Além disso, alterações na temperatura e na humidade podem ter um impacto no ciclo de vida de certos mosquitos. Existe evidência científica de que, em determinadas regiões do planeta, as alterações climáticas provocaram mudanças nestes fatores ao ponto de aumentar o risco de transmissão do vírus da dengue pelos mosquitos.

Por fim, o aumento do nível médio do mar e as cheias comprometem a qualidade da água para consumo humano, o tratamento de águas residuais e o escoamento da água proveniente de fontes naturais, o que, por sua vez, resulta num risco aumentado de doenças transmissíveis por água contaminada. O aquecimento global está, assim, a interferir no transporte, transmissão, viabilidade e multiplicação de vários agentes infecciosos nas cadeias alimentares.

SAÚDE MENTAL

Embora não seja um tema muito abordado, os especialistas alertam que as alterações climáticas aumentam o risco de desenvolver ansiedade, depressão e perturbação de stress pós-traumático (PSPT). O distress psicológico causado por alterações ambientais drásticas é de tal forma significativo que justificou a criação do termo “solastalgia” para o descrever. Com o aumento em frequência e intensidade de fenómenos climáticos extremos, esperam-se, naturalmente, repercussões na saúde mental daqueles que por eles são atingidos. Em 2016, em Alberta, no Canadá, cerca de 88 mil pessoas foram evacuadas devido a incêndios florestais de dimensões devastadoras. Posteriormente, um estudo da Universidade de Alberta concluiu que, 18 meses após os incêndios, um terço das crianças e jovens entre os 12 e os 18 anos da região afetada sofriam de PSPT.

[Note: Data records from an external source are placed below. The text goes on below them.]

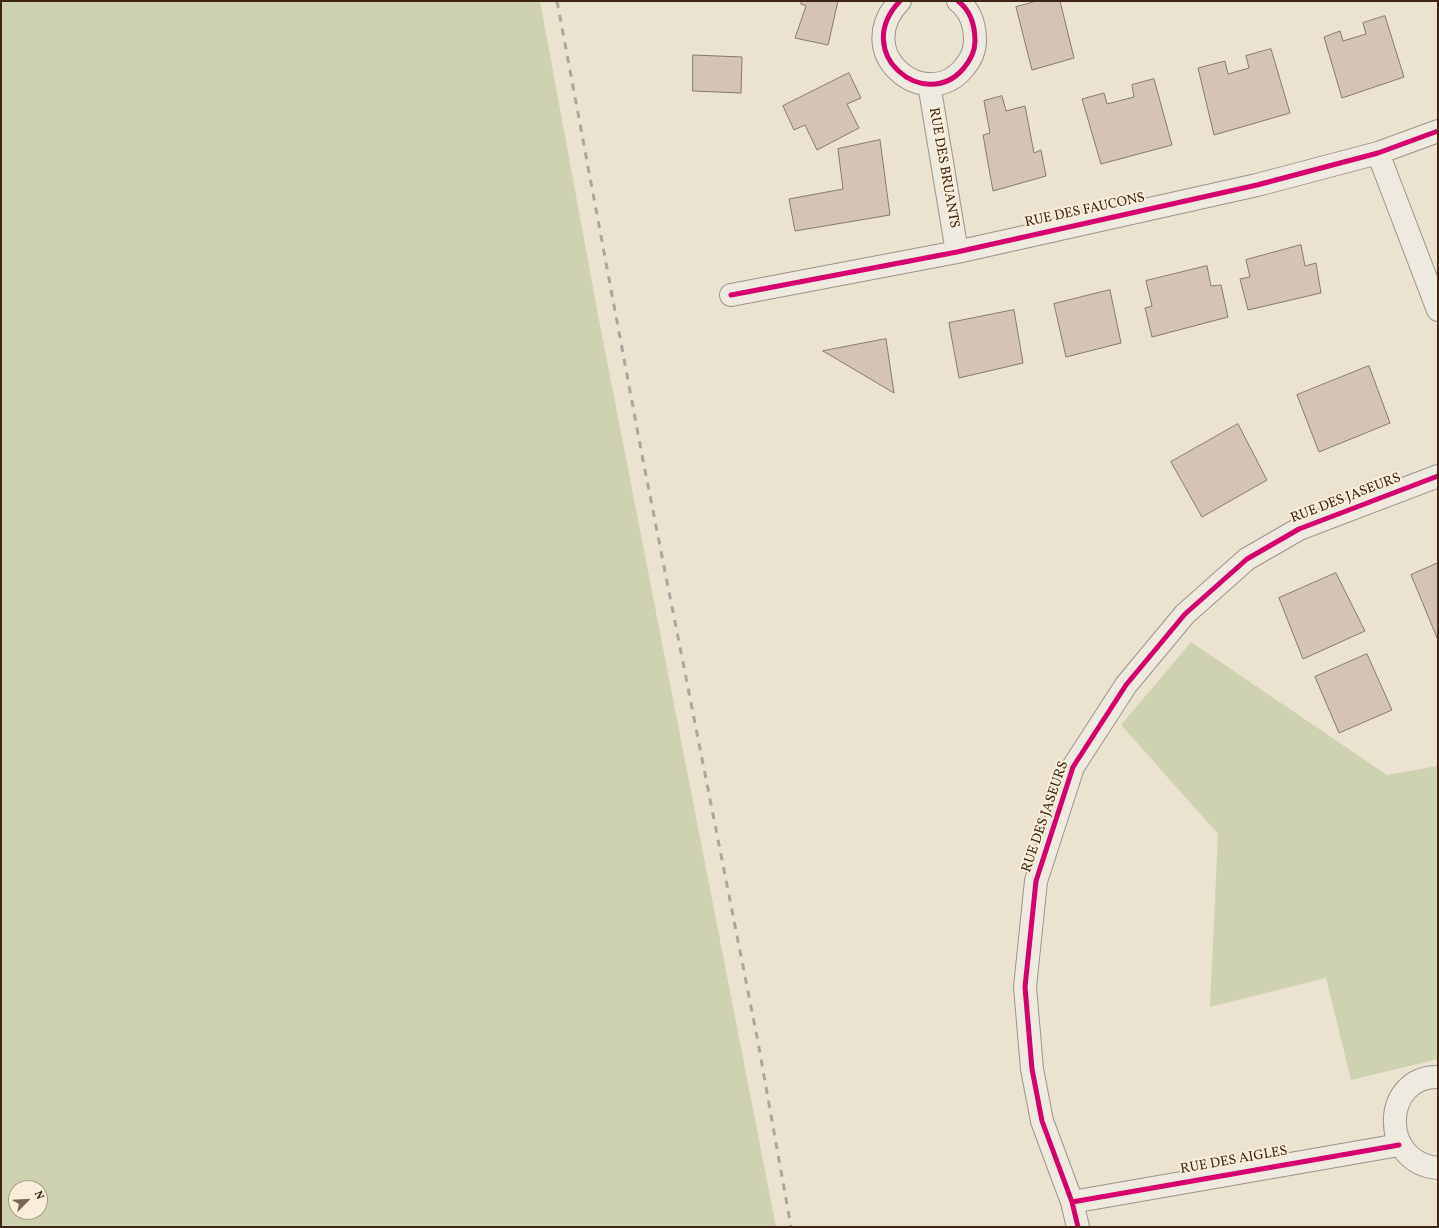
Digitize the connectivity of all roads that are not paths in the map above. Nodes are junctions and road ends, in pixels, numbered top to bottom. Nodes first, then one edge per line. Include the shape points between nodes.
1 (900, 1) edge
2 (958, 1) edge
3 (929, 84) junction
4 (1438, 131) edge
5 (1378, 153) junction
6 (957, 252) junction
7 (731, 295) dead end
8 (1438, 310) edge
9 (1438, 476) edge
10 (1438, 1077) edge
11 (1399, 1145) junction
12 (1438, 1168) edge
13 (1072, 1202) junction
14 (1078, 1227) edge

1 - 3 street via 891,10 885,23 885,52 892,65 902,75 915,82
2 - 3 street via 970,15 975,30 970,61 959,74 945,82
3 - 6 street, RUE DES BRUANTS
4 - 5 street, RUE DES FAUCONS
5 - 6 street, RUE DES FAUCONS via 1257,185
5 - 8 street
6 - 7 street, RUE DES FAUCONS
9 - 13 street, RUE DES JASEURS via 1299,529 1247,559 1185,614 1126,685 1073,767 1036,882 1024,987 1032,1069 1042,1120
10 - 11 street via 1419,1081 1407,1090 1398,1102 1394,1130
11 - 12 street via 1409,1157 1422,1165
11 - 13 street, RUE DES AIGLES
13 - 14 street, RUE DES JASEURS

“As mesmas escolhas insustentáveis que estão a matar o planeta também estão a matar pessoas”. São palavras do diretor-geral da Organização Mundial da Saúde, Tedros Ghebreyesus. De facto, o impacto das alterações climáticas na saúde dos seres humanos já se faz sentir em várias partes do globo, com consequências devastadoras para as populações mais vulneráveis. No entanto, segundo o diretor da revista The Lancet, Richard Horton, esta urgência é, ao mesmo tempo, uma das “maiores oportunidades” que a Humanidade tem “para promover o bem-estar das pessoas em todo o mundo”. Esperemos que os grandes decisores políticos saibam aproveitar esta oportunidade para tomar medidas que assegurem não só a saúde das comunidades do presente como também a das gerações vindouras.